=== REQUIREMENT ===
Search the data for "Volcán". Each line containing it is to be copied.
### DATA PROVIDED ###
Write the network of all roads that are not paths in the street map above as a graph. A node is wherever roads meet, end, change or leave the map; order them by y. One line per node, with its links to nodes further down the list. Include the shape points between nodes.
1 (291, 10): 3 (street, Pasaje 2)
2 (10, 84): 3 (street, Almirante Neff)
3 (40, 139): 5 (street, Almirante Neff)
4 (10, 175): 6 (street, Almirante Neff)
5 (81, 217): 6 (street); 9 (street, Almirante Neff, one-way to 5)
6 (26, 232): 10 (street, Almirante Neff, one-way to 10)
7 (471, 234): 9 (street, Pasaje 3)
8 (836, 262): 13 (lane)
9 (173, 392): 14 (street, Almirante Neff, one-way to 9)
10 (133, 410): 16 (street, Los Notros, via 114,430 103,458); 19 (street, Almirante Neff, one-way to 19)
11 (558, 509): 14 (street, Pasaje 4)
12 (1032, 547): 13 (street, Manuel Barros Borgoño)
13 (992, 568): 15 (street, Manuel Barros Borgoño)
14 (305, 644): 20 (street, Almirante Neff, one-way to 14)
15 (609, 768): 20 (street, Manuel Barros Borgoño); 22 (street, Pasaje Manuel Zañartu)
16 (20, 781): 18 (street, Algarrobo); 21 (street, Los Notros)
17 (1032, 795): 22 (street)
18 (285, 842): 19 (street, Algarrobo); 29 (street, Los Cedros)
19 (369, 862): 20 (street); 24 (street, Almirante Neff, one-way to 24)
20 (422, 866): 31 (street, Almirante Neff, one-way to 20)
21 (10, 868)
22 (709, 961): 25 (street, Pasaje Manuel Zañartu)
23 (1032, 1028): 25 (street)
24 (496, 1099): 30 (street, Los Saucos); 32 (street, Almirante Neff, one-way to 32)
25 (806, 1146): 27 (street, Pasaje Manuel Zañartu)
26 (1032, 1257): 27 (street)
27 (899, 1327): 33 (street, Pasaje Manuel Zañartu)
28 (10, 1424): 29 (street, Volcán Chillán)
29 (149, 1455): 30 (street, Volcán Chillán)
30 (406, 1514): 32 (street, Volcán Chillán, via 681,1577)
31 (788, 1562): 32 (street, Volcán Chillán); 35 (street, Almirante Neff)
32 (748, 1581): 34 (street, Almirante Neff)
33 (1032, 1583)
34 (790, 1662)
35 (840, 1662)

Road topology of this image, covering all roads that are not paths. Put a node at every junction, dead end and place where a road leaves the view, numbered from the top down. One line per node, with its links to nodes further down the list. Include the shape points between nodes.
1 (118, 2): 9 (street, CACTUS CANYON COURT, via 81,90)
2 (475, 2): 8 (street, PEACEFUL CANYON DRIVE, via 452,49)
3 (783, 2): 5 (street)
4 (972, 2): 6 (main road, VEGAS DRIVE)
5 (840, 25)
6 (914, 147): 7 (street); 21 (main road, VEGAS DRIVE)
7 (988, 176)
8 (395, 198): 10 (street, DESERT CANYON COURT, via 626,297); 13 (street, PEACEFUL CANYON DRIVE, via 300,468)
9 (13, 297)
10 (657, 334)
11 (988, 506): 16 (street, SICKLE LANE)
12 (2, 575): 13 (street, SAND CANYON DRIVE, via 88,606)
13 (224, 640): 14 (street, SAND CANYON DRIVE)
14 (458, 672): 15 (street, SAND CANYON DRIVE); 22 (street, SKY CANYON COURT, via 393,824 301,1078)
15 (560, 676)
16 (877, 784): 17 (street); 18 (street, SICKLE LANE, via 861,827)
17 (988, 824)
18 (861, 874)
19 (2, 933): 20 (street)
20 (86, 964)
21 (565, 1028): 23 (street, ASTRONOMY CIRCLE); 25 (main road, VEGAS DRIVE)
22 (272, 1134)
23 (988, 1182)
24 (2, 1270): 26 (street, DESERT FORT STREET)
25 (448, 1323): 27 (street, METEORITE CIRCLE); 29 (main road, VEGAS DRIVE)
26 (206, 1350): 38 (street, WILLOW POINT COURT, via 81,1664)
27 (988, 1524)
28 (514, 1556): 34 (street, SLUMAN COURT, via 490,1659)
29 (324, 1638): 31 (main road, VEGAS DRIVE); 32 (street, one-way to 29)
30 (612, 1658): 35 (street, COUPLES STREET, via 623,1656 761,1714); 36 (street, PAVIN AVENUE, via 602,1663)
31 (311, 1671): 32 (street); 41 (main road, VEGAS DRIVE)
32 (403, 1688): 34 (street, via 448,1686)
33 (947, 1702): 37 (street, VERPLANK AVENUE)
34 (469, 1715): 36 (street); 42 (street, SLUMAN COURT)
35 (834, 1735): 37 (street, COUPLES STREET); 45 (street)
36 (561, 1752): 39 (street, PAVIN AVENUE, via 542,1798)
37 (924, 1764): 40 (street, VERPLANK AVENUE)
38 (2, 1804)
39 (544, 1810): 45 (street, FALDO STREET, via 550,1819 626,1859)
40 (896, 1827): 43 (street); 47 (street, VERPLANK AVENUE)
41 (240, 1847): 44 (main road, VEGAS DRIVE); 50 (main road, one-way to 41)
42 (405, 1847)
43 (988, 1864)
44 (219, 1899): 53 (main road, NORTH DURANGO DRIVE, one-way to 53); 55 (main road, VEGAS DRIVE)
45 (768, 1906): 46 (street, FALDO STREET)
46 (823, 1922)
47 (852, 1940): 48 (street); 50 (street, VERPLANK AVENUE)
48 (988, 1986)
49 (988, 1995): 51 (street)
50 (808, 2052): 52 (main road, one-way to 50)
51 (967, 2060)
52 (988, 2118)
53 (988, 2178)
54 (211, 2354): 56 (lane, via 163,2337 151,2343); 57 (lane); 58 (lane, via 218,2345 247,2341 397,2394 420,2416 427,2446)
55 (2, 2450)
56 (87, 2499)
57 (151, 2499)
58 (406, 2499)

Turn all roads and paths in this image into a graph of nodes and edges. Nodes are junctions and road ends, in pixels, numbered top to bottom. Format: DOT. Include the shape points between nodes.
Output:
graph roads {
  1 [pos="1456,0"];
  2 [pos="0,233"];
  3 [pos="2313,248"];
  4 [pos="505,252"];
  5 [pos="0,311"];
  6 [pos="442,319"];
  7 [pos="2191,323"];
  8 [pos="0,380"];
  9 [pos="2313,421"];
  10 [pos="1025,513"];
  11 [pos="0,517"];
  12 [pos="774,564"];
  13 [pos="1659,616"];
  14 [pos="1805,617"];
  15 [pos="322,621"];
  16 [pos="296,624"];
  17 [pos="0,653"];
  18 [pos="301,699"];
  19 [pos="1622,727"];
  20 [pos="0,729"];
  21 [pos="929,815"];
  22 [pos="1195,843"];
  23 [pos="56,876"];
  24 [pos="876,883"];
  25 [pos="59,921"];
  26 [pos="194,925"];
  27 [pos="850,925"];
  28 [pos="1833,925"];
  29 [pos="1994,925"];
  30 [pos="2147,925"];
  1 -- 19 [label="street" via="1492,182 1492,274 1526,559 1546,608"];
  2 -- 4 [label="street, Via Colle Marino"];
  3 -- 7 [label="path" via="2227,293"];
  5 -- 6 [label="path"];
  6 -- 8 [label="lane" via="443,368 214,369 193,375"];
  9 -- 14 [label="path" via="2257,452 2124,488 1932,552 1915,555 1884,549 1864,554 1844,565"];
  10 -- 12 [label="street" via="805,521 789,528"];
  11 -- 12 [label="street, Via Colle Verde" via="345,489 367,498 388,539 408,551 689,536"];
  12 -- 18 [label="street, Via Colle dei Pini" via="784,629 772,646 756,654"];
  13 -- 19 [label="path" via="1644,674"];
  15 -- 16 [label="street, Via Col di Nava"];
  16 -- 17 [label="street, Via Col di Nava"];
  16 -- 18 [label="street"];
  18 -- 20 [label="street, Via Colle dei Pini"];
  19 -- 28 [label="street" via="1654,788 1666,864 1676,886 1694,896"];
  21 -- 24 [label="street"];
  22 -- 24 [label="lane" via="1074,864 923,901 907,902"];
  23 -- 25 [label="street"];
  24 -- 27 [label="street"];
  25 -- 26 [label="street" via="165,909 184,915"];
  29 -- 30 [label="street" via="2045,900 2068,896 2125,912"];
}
###
=== WRITTEN RESPONSE ===
28 (10, 1424): 29 (street, Volcán Chillán)
29 (149, 1455): 30 (street, Volcán Chillán)
30 (406, 1514): 32 (street, Volcán Chillán, via 681,1577)
31 (788, 1562): 32 (street, Volcán Chillán); 35 (street, Almirante Neff)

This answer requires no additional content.